VANCOUVER (NEWS 1130) – Only 30 years after a disease that attacks your liver was identified, there’s hope hepatitis C can be virtually eradicated in little more than a decade.
Researchers say diagnosing and treating the virus is easier than it’s been since it was identified in 1989.
July 28 is World Hepatitis Day, and the World Health Organization has issued a call for the more than 70 million people who don’t know they’re infected to get tested.
Dr. Naveed Janjua, a senior scientist with the Hepatitis Program at the B.C. Centre for Disease Control, says testing in this province has doubled since 2011.
“That has helped us to diagnose most of the individuals who are living with hepatitis C in B.C. We are doing much better than a lot of other countries.”
He adds B.C.’s better off than other provinces because all treatments here are covered by PharmaCare and most of the 3,000 people diagnosed last year have already been cured.
“Our proportion of undiagnosed has declined to about 20 per cent, so elimination doesn’t mean that it completely wipes out the virus or disease itself, but it means reducing the number of people living with hepatitis C to a level, so that it’s not a major public health issue.”
Janjua tells NEWS 1130 if left untreated, hepatitis C can cause cancer, cirrhosis and other complications which can be deadly or require a transplant.

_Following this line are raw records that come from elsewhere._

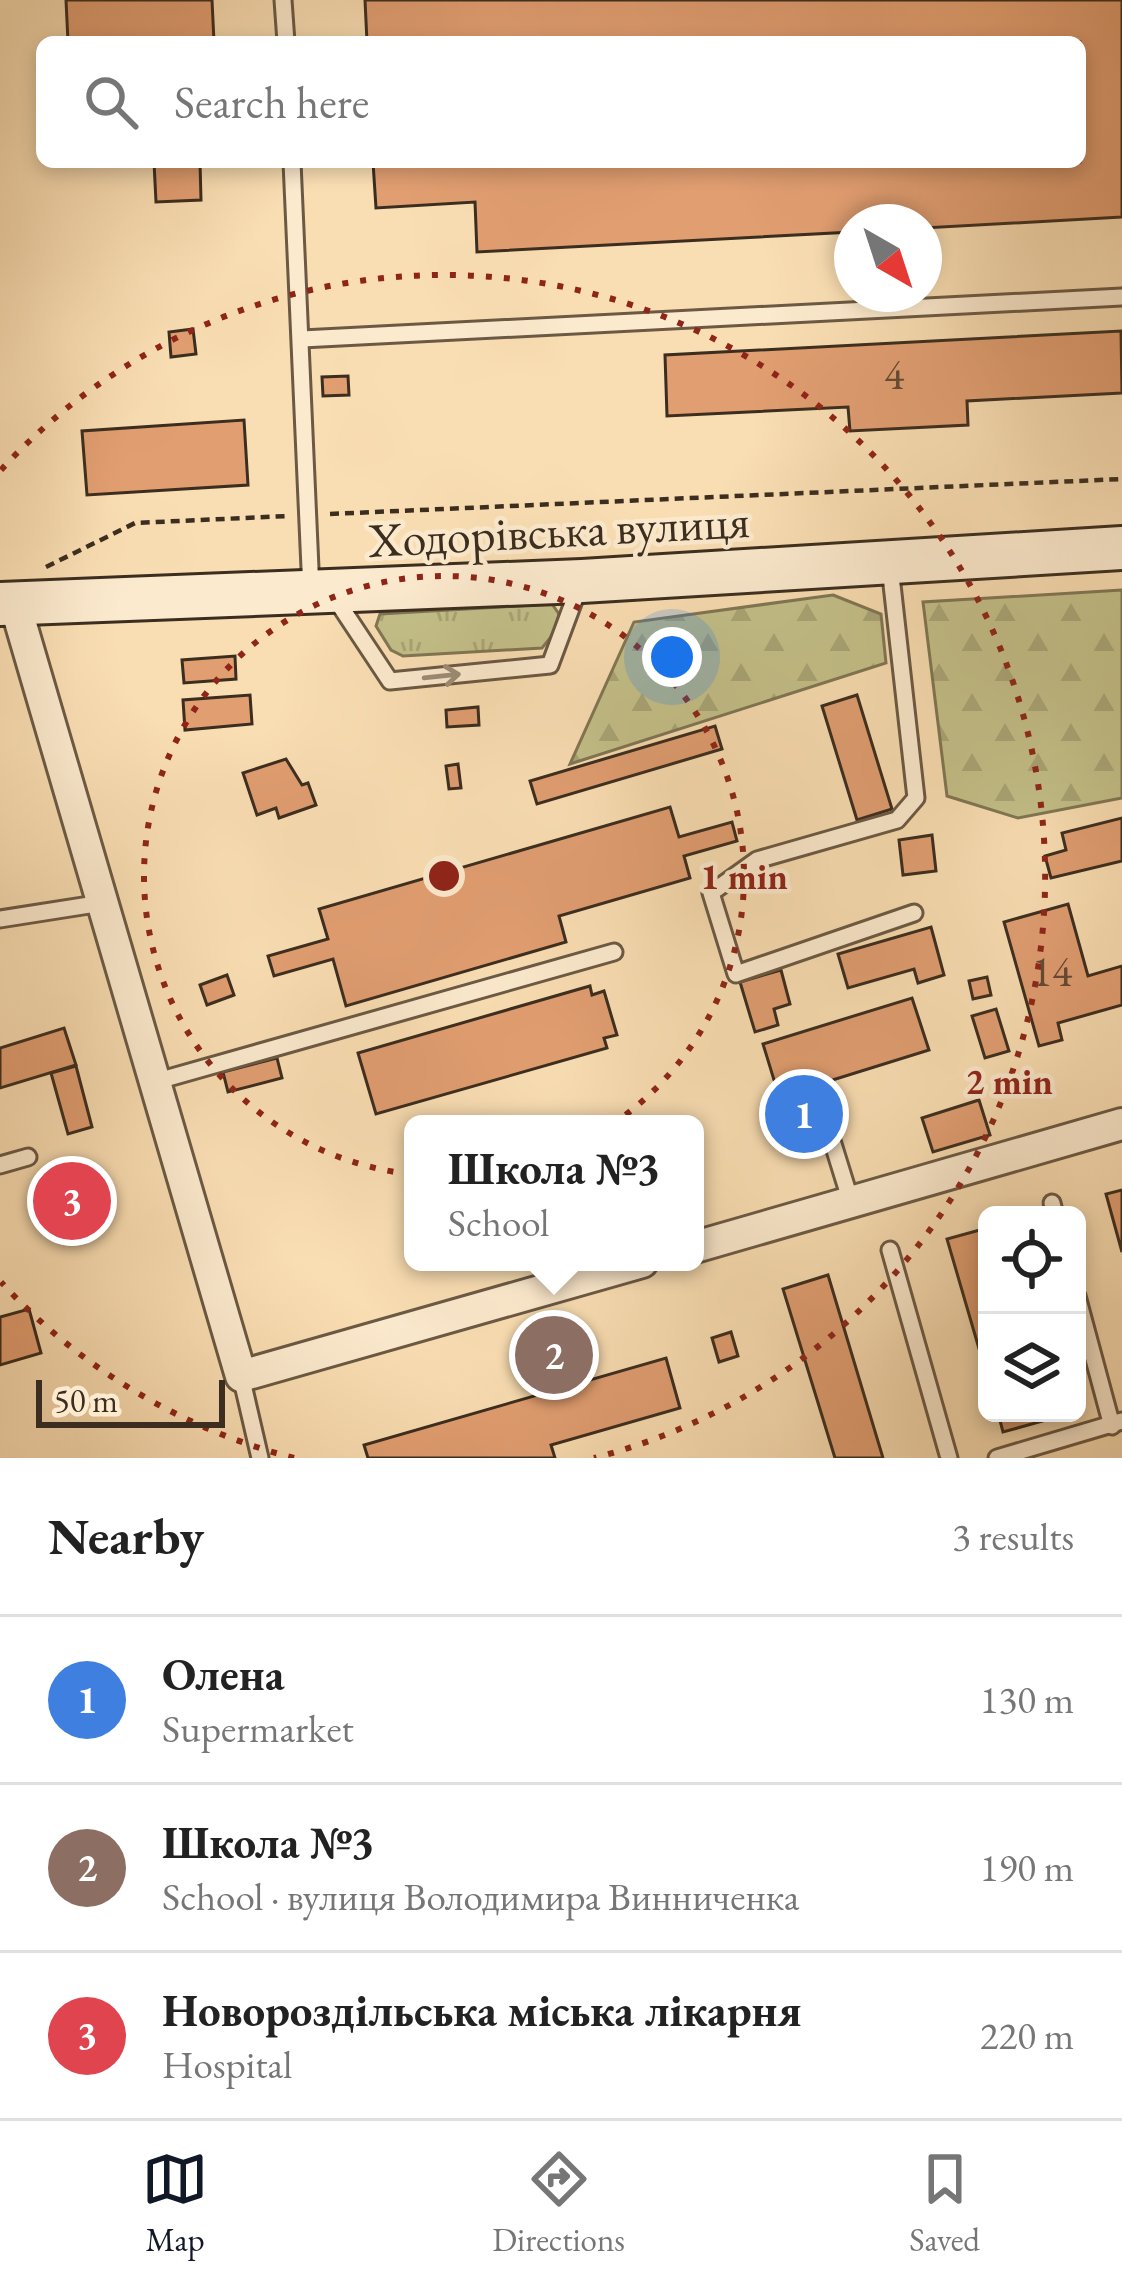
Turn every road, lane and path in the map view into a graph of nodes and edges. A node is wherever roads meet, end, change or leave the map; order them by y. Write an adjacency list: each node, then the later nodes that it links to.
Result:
1 (283, 0): 2 (lane)
2 (286, 36)
3 (292, 168): 5 (lane)
4 (1122, 297): 5 (lane)
5 (302, 340): 7 (lane)
6 (1122, 479): 7 (path)
7 (308, 515): 11 (lane); 12 (path)
8 (1122, 548): 9 (main road, Ходорівська вулиця)
9 (889, 564): 10 (main road, Ходорівська вулиця); 14 (lane)
10 (582, 581): 11 (main road, Ходорівська вулиця); 11 (lane, one-way to 10)
11 (321, 593): 12 (main road, Ходорівська вулиця)
12 (15, 594): 13 (street)
13 (102, 903): 15 (lane); 17 (street)
14 (914, 913)
15 (0, 919)
16 (614, 952): 17 (lane)
17 (154, 1082): 27 (street)
18 (1122, 1124): 22 (street)
19 (829, 1132): 22 (lane)
20 (28, 1157): 21 (lane)
21 (0, 1165)
22 (850, 1202): 23 (street)
23 (704, 1244)
24 (890, 1250): 30 (lane)
25 (610, 1271): 27 (street)
26 (1083, 1314): 28 (lane)
27 (241, 1376): 29 (lane)
28 (1117, 1423): 31 (lane)
29 (260, 1458)
30 (949, 1458)
31 (997, 1458)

“It’s a silent disease. People won’t have any signs or symptoms until their liver has a lot of damage.”
He says nearly three out of four people with the disease have no symptoms, so anyone born between 1945 and 1964 is at risk, as well as people from countries where the virus is prevalent.

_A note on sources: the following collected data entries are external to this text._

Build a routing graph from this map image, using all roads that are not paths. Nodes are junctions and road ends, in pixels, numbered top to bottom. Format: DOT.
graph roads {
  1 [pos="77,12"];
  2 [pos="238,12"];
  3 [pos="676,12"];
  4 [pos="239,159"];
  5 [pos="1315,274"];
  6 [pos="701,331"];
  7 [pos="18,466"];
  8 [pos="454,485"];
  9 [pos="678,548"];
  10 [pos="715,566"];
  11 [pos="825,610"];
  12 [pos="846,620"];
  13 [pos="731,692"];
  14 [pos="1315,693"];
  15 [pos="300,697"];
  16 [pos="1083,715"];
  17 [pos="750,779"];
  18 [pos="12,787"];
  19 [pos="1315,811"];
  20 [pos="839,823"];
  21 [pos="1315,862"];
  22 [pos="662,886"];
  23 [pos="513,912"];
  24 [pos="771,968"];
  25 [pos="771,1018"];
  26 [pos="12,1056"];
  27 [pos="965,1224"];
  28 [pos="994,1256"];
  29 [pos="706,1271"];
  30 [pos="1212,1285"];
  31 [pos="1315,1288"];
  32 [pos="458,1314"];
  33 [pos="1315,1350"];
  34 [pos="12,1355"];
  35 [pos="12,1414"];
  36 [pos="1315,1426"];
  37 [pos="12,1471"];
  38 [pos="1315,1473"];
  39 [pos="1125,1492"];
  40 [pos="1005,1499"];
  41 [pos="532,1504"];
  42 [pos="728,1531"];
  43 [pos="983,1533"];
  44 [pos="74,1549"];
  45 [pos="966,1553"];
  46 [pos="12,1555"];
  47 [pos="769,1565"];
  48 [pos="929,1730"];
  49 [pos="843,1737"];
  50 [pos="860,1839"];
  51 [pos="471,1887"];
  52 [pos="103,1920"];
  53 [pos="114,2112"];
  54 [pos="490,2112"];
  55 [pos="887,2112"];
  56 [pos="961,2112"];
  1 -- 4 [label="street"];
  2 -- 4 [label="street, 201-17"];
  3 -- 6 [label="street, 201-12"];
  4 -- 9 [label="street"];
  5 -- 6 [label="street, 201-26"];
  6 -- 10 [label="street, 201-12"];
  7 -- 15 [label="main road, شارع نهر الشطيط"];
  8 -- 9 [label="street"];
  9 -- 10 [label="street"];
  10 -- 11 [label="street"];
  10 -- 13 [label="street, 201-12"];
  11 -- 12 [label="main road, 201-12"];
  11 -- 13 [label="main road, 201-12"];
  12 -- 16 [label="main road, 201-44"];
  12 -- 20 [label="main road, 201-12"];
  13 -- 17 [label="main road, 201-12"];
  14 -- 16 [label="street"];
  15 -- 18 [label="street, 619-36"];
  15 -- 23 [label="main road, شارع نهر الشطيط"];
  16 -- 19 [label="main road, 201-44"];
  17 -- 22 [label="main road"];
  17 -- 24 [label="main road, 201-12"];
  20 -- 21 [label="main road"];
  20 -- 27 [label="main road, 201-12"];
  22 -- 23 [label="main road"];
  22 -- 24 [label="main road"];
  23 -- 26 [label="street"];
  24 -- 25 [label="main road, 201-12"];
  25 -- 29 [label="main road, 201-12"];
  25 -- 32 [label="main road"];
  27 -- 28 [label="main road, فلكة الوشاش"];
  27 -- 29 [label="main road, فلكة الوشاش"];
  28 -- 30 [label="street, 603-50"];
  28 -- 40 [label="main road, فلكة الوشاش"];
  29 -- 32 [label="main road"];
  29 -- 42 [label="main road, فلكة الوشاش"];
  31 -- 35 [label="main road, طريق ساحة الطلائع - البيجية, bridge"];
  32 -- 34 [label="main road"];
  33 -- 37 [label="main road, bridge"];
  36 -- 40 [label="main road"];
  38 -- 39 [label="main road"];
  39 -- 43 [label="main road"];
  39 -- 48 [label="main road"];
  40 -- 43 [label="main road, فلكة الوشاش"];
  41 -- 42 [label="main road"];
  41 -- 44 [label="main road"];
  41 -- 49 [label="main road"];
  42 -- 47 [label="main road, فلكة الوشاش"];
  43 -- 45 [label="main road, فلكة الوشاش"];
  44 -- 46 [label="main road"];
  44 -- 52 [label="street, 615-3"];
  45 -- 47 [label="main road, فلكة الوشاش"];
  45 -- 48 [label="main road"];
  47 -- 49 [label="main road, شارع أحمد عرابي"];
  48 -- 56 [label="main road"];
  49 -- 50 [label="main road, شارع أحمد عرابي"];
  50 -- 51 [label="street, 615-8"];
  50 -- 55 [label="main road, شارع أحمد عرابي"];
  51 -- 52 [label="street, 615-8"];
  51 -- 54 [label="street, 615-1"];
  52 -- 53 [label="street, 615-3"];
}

“Egypt, Pakistan, India and some parts of China and Africa or people who have a history of risky activity, such as substance use, tattooing or may have received a blood transfusion or blood products before 1990.”
Janjua adds over the last 30 years, more than 20,000 people have been treated and cured in B.C.
The BCCDC recommends testing if you:
- Are part of the baby boomer generation (born between 1945 and 1965)
- Use or have used injection drugs
- Spent time in the provincial or federal prison system
- Immigrated from or spent significant time in a country where hepatitis C is prevalent
- Are a man who has sex with men
- Received a blood transfusion, blood products or organ transplant before 1992
- Received health care or got a tattoo where equipment wasn’t sterilized or there was a lack of infection prevention and control practices
- Have a history of sexual contact or sharing of personal care items with someone who is infected
- Were born to a mother who has or had hepatitis C.
- Until recently, hepatitis C treatment was only available to individuals who were in the late stages of infection because the available treatments cured fewer than 50 per cent of infections and required 48 weeks of grueling therapy with significant side effects.
- Today’s treatments, called direct-acting antiviral drugs, are effective for 95 per cent of infections, require a shorter eight to 12 weeks of therapy and come with very few side effects.
- Increased testing efforts and improved treatment uptake have started to show their effect by reducing liver-related mortality in B.C. as well as the risk of developing cirrhosis, and liver cancer as shown in recent research by the BCCDC.
- Treatment also reduces the risk of dying from strokes, heart attacks and kidney failure.